Tim Matheson plays Jim Norman, an idealistic young teacher who returns to his hometown after a several-year absence – now with a wife (Brooke Adams) and son (Robert Hy Gorman) in tow – in order to teach at the local high school. The reason for his departure is an ominous one: his older brother was stabbed to death by a group of local hooligans, who promptly got their just desserts by having their car be hit by an oncoming train while they were still inside. Now, he’s back in town, but being older and wiser doesn’t mean isn’t still haunted by the events of his past…and we do mean that literally.

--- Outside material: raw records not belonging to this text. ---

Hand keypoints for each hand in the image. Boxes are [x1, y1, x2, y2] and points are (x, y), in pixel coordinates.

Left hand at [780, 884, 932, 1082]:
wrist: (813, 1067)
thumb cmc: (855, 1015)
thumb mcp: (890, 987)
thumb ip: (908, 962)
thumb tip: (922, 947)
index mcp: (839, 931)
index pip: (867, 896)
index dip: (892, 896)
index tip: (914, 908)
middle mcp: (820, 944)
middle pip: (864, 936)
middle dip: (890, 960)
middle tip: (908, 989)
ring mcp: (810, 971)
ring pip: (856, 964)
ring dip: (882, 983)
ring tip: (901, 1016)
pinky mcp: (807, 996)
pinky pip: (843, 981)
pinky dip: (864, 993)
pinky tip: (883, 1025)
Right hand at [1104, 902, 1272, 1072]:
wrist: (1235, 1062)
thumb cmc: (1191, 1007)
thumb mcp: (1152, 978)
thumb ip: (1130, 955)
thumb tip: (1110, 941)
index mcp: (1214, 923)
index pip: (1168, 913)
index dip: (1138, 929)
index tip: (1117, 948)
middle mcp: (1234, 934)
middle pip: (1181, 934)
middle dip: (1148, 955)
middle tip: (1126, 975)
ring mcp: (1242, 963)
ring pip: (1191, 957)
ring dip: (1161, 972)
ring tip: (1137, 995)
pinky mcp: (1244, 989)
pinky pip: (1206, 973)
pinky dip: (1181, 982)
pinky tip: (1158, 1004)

The second he’s back in town, Jim begins to find himself flashing back to the day of his brother Wayne’s death, and it only get worse when it turns out that the ghosts of the punks who killed Wayne have found their way back to town and into his classroom. They’re “up from Milford,” as they put it, and to make room for themselves in the class, they have to kill other students; unfortunately, no-one seems to see their death car, as it were, except for the victims and, naturally, Jim himself. It’s a horrifying situation for Jim, and it gets worse as the local law enforcement begin to suspect him in the deaths of his students; eventually, he realizes that the only way out of the situation is to confront the demons head on.

“Sometimes They Come Back” is an enjoyable flick that keeps the suspense level pretty high throughout, but it’s also the kind of film that’s best appreciated when one turns their mind off and simply accepts the premise. Otherwise, you’ll be asking questions about the consistency of the ghost’s rules…like, say, why they can be seen when they’re in the classroom but not when they’re tooling down the highway in their muscle car. Just don’t worry about it; just be creeped out.

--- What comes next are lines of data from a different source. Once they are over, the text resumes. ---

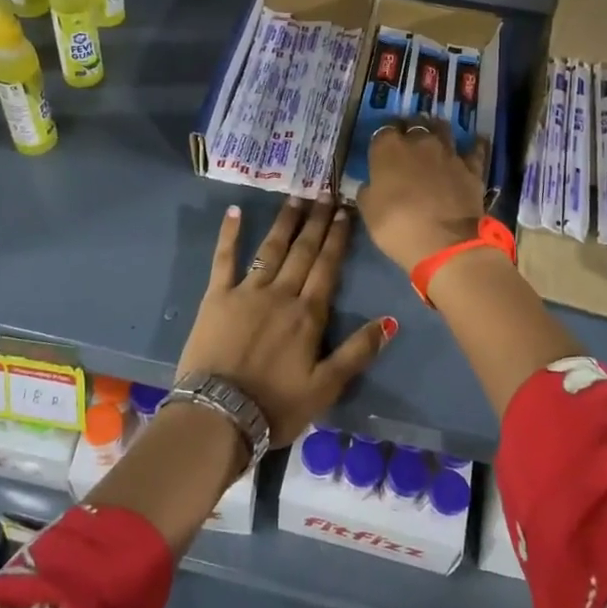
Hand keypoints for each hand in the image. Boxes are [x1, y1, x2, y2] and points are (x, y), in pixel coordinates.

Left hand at [177, 199, 395, 446]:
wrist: (219, 415)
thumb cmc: (276, 405)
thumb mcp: (326, 387)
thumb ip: (357, 352)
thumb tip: (390, 321)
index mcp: (308, 314)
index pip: (327, 267)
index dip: (337, 238)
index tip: (345, 211)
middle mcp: (280, 294)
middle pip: (303, 251)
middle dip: (316, 221)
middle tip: (325, 192)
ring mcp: (246, 292)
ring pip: (270, 249)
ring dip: (285, 222)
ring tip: (296, 197)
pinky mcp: (216, 297)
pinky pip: (223, 260)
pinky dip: (229, 235)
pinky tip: (233, 211)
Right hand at [356, 124, 486, 271]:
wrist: (445, 244)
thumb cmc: (397, 226)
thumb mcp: (368, 212)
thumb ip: (369, 191)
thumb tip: (372, 184)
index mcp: (388, 148)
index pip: (383, 131)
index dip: (383, 139)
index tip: (383, 149)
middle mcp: (419, 142)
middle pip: (414, 124)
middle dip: (410, 129)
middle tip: (408, 141)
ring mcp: (448, 153)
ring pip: (443, 129)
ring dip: (437, 131)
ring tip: (435, 138)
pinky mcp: (472, 168)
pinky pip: (474, 150)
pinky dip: (473, 146)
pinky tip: (475, 142)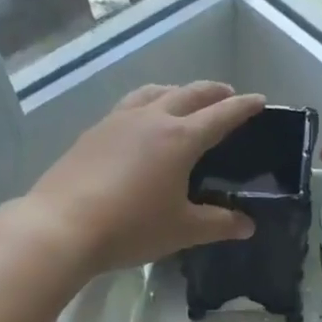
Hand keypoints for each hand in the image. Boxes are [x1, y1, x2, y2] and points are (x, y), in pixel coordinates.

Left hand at [24, 81, 266, 272]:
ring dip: (176, 91)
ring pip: (154, 93)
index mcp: (180, 138)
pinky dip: (147, 104)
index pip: (221, 115)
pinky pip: (128, 106)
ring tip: (183, 99)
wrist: (62, 226)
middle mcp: (151, 119)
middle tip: (227, 94)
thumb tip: (247, 225)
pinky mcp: (93, 132)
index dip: (243, 107)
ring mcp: (117, 121)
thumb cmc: (131, 227)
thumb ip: (219, 224)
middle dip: (212, 92)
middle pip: (188, 94)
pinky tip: (140, 122)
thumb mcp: (182, 229)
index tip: (259, 100)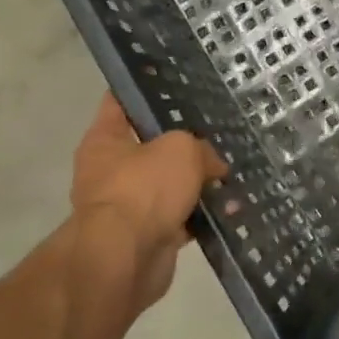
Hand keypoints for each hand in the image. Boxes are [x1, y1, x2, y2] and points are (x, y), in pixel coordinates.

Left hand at [67, 95, 225, 316]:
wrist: (125, 259)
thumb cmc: (144, 188)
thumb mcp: (181, 149)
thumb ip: (200, 148)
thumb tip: (213, 167)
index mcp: (105, 140)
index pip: (119, 102)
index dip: (144, 88)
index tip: (173, 79)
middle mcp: (111, 170)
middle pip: (152, 145)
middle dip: (184, 141)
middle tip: (218, 129)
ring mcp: (129, 205)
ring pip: (170, 183)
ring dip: (198, 181)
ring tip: (233, 169)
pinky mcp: (149, 235)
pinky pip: (181, 216)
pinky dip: (202, 214)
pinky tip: (231, 206)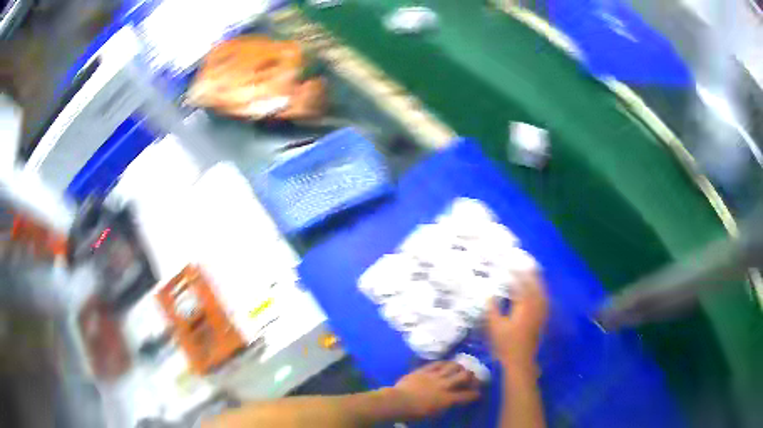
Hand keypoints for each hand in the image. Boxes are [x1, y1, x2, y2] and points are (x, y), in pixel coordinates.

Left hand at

But, y’know, honestly, I’m not entirely sure why “Sometimes They Come Back” has suddenly gotten a reissue; it might look better than it did in its previous release, but it certainly doesn’t have anything in the way of special features. Still, if you’re a King fan and this one’s flown under your radar for all these years, you might as well enjoy a version that looks pristine. Just stay away from the two sequels, which have precious little to do with either the original film or, indeed, anything King has ever written.